2席目は柳家三三で、女性ファンに話しかけられたら一之輔ファンだった、などと、さらっと語って「文違い」。内藤新宿の遊女が馴染み客に、手切れ金だとか親が病気だとか適当な嘘をついて金をせしめ、病気の恋人に貢ぐ。ところが恋人は別の女に貢いでいて、互いに落とした手紙から事情を知った遊女と馴染み客が喧嘩になる。騙し騙され、どっちもどっちのシニカルな廓噺。
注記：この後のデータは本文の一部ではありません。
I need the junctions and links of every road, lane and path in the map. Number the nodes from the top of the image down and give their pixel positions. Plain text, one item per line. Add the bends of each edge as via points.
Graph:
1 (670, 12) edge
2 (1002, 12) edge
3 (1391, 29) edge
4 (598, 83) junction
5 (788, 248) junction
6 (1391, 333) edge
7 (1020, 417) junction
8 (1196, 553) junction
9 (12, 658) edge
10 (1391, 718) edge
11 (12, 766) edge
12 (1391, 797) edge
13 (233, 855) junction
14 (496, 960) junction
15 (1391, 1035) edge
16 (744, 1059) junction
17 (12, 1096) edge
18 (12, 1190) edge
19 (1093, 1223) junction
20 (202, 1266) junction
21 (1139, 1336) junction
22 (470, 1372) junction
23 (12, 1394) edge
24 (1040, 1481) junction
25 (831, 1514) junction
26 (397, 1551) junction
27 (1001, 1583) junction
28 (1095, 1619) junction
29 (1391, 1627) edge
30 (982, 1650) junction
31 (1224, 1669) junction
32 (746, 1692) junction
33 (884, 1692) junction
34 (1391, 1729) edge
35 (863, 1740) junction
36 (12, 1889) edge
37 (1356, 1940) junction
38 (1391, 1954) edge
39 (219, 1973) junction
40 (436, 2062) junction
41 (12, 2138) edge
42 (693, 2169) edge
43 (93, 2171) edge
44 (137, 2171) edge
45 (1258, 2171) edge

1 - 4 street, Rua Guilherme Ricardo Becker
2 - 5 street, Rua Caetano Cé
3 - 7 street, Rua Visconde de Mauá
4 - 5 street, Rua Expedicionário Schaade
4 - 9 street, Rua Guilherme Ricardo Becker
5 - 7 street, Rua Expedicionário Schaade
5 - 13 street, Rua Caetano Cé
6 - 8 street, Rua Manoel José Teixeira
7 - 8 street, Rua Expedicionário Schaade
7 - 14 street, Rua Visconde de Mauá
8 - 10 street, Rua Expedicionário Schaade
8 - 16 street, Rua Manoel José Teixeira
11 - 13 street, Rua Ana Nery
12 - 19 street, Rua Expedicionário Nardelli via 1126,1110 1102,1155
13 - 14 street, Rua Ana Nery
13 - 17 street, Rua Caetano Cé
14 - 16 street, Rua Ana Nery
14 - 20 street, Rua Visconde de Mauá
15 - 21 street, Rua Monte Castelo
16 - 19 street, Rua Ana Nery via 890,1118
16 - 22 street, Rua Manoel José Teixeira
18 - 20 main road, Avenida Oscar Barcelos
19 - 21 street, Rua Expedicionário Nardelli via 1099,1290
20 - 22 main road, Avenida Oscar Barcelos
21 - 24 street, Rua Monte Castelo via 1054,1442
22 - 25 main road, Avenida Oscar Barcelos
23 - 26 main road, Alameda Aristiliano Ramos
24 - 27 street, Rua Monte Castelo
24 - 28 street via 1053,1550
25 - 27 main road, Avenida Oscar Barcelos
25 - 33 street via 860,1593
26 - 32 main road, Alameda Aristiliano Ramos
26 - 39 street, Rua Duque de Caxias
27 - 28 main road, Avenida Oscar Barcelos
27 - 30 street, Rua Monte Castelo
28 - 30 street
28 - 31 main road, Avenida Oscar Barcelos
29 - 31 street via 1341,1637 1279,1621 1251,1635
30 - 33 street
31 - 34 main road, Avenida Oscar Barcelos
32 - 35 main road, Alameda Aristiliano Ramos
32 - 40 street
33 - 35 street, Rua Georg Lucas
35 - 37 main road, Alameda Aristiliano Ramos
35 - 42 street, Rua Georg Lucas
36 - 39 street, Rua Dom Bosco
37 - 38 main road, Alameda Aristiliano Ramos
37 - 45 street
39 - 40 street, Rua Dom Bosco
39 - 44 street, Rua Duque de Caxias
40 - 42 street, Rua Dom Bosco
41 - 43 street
下手をすると不快になりそうだけど、淡々と演じていて巧いなあ。
最後は柳家喬太郎。4月の新潟の落語会(虹色寄席)は2会場でひとり3席もやる、楽屋のカレーが美味しい、共演陣が同年輩なので打ち上げが弾ける、かつては三遊亭白鳥が酔いつぶれ、翌朝部屋にダウンの羽が散乱していて大騒ぎ、などなど爆笑させてから、意外にしっとりした「竹の水仙」を短めに。3年前に橘家文左衛門さんで聴いた左甚五郎ものだ。
宿の主人の夫婦喧嘩は割とコンパクトで、悠々と語る甚五郎の大人物ぶりに力点がある感じ。村役人がいい人で面白い。ちょっと説明を入れて「今日は古典だ、我慢しろ」なんてクスグリが楽しい。堪能。
中入り後はなぜか3人でトークショー。といっても桃太郎さんの楽屋話の放談を2人が聞くだけだ。桂米丸、歌丸師弟の噂とか、協会長は昼行燈がちょうどいいとか、襲名は難しい、志ん朝の名は誰も継がないでほしい、芸術協会に移籍した立川談幸は転校してきた女子みたい、などなど、喬太郎、三三は受け答えに窮してばかり。最後は喬太郎を芸術協会にスカウトしたい、と言って幕となりました。